Victoria Hernández Interview, Tape 3
Continuation of Ruth Glasser interview with Victoria Hernández. Ms. Hernández talks about the music groups she enjoyed while growing up. She discusses Hispanic “big bands” in New York City and their appeal. She provides her opinion on various matters, musical and the like. Ms. Glasser also talks about her brother and his experiences. She talks about living in East Harlem and the Puerto Rican migration to that section of Manhattan which used to be predominantly Italian and Irish. She talks about the Mafia, Irish gangs and the dangerous dealings that came along with the Prohibition Era. Ms. Hernández talks about how Puerto Ricans slowly trickled in and started bringing in their music. She tells stories about her experiences in East Harlem and her piano music students. She opens her first business in 1927.

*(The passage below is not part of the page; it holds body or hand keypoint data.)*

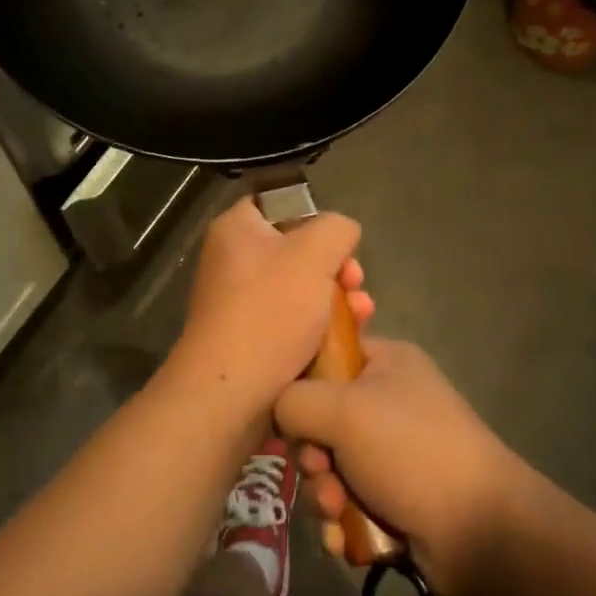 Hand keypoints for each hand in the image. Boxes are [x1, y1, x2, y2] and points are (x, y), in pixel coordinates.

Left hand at [162, 197, 371, 418]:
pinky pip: (294, 322)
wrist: (232, 392)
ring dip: (338, 299)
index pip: (277, 204)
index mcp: (236, 230)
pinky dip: (322, 327)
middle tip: (355, 282)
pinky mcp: (253, 339)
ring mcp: (241, 303)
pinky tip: (350, 338)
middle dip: (336, 266)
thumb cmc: (270, 310)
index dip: (313, 216)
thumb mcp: (314, 252)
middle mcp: (234, 261)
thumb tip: (341, 234)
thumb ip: (336, 228)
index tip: (339, 241)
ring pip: (302, 289)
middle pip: (298, 250)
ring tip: (363, 314)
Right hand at [275, 339, 527, 595]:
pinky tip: (346, 537)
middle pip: (319, 418)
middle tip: (321, 469)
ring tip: (338, 510)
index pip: (325, 355)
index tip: (287, 412)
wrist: (480, 531)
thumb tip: (279, 414)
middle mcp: (388, 400)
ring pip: (328, 465)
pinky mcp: (393, 496)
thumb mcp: (342, 410)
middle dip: (312, 453)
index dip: (299, 383)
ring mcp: (392, 451)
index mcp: (385, 363)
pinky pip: (346, 500)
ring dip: (323, 492)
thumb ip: (293, 401)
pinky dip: (341, 519)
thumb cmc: (410, 451) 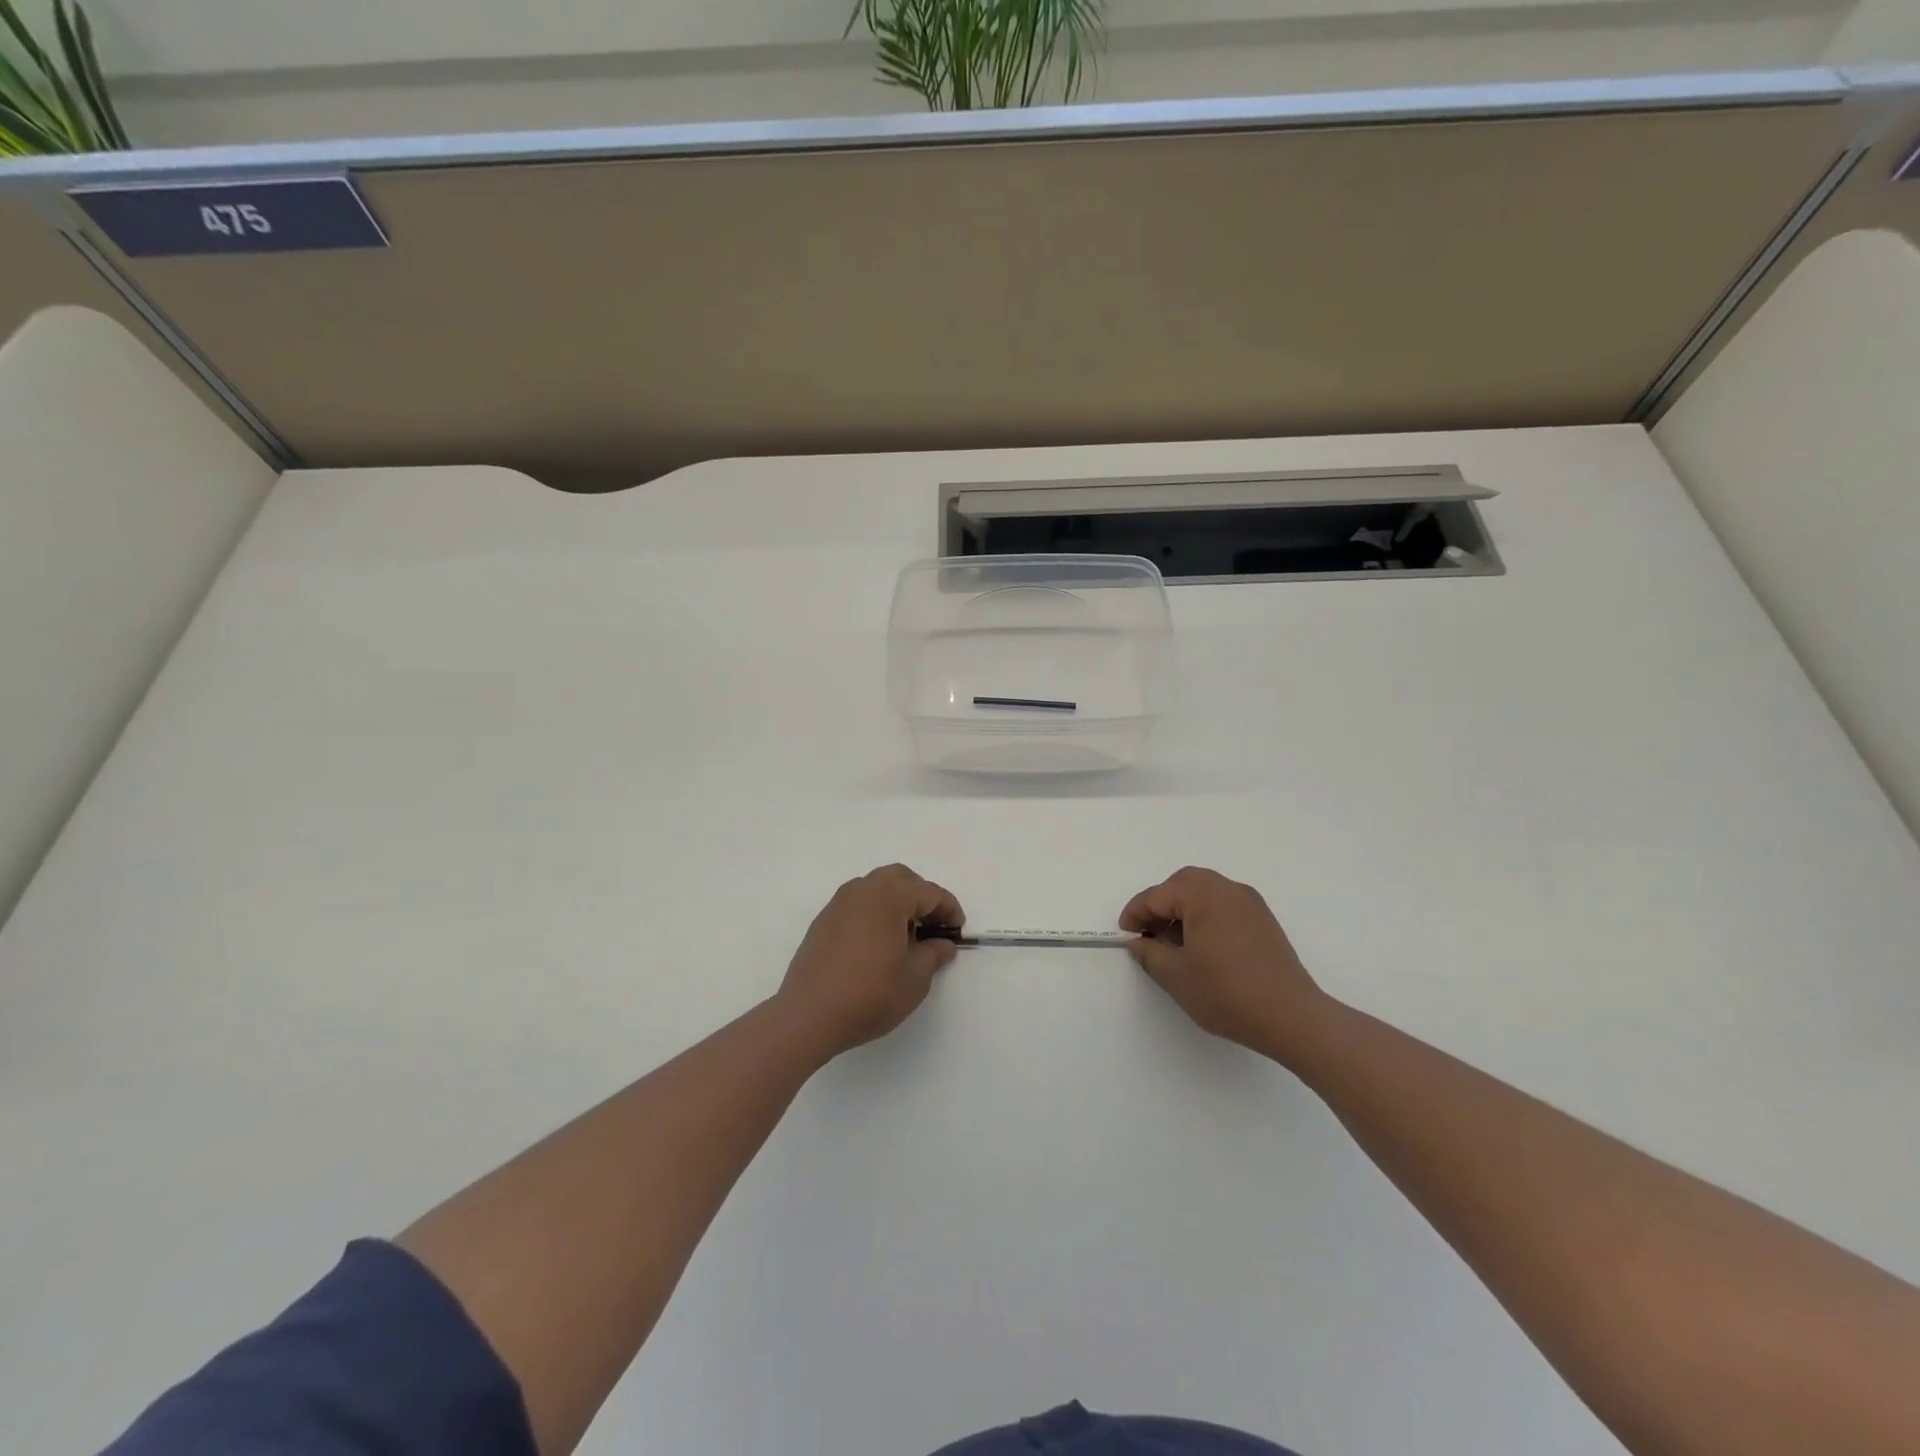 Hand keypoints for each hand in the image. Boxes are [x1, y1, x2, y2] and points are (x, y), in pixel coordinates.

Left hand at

Victoria Hernández came to New York in 1919 with relatives. After working as a seamstress, she bought a storefront in 1927 and started Almacenes Hernández (The Hernández Music Store). The store served as a central hangout for Latino musicians and Ms. Hernández was a central part of this music scene, earning the nickname “La Madrina” from the musicians. Ms. Hernández herself was an accomplished violinist, cellist and pianist, but dedicated herself to the business aspect of the industry and was one of the only women playing such a key role in it.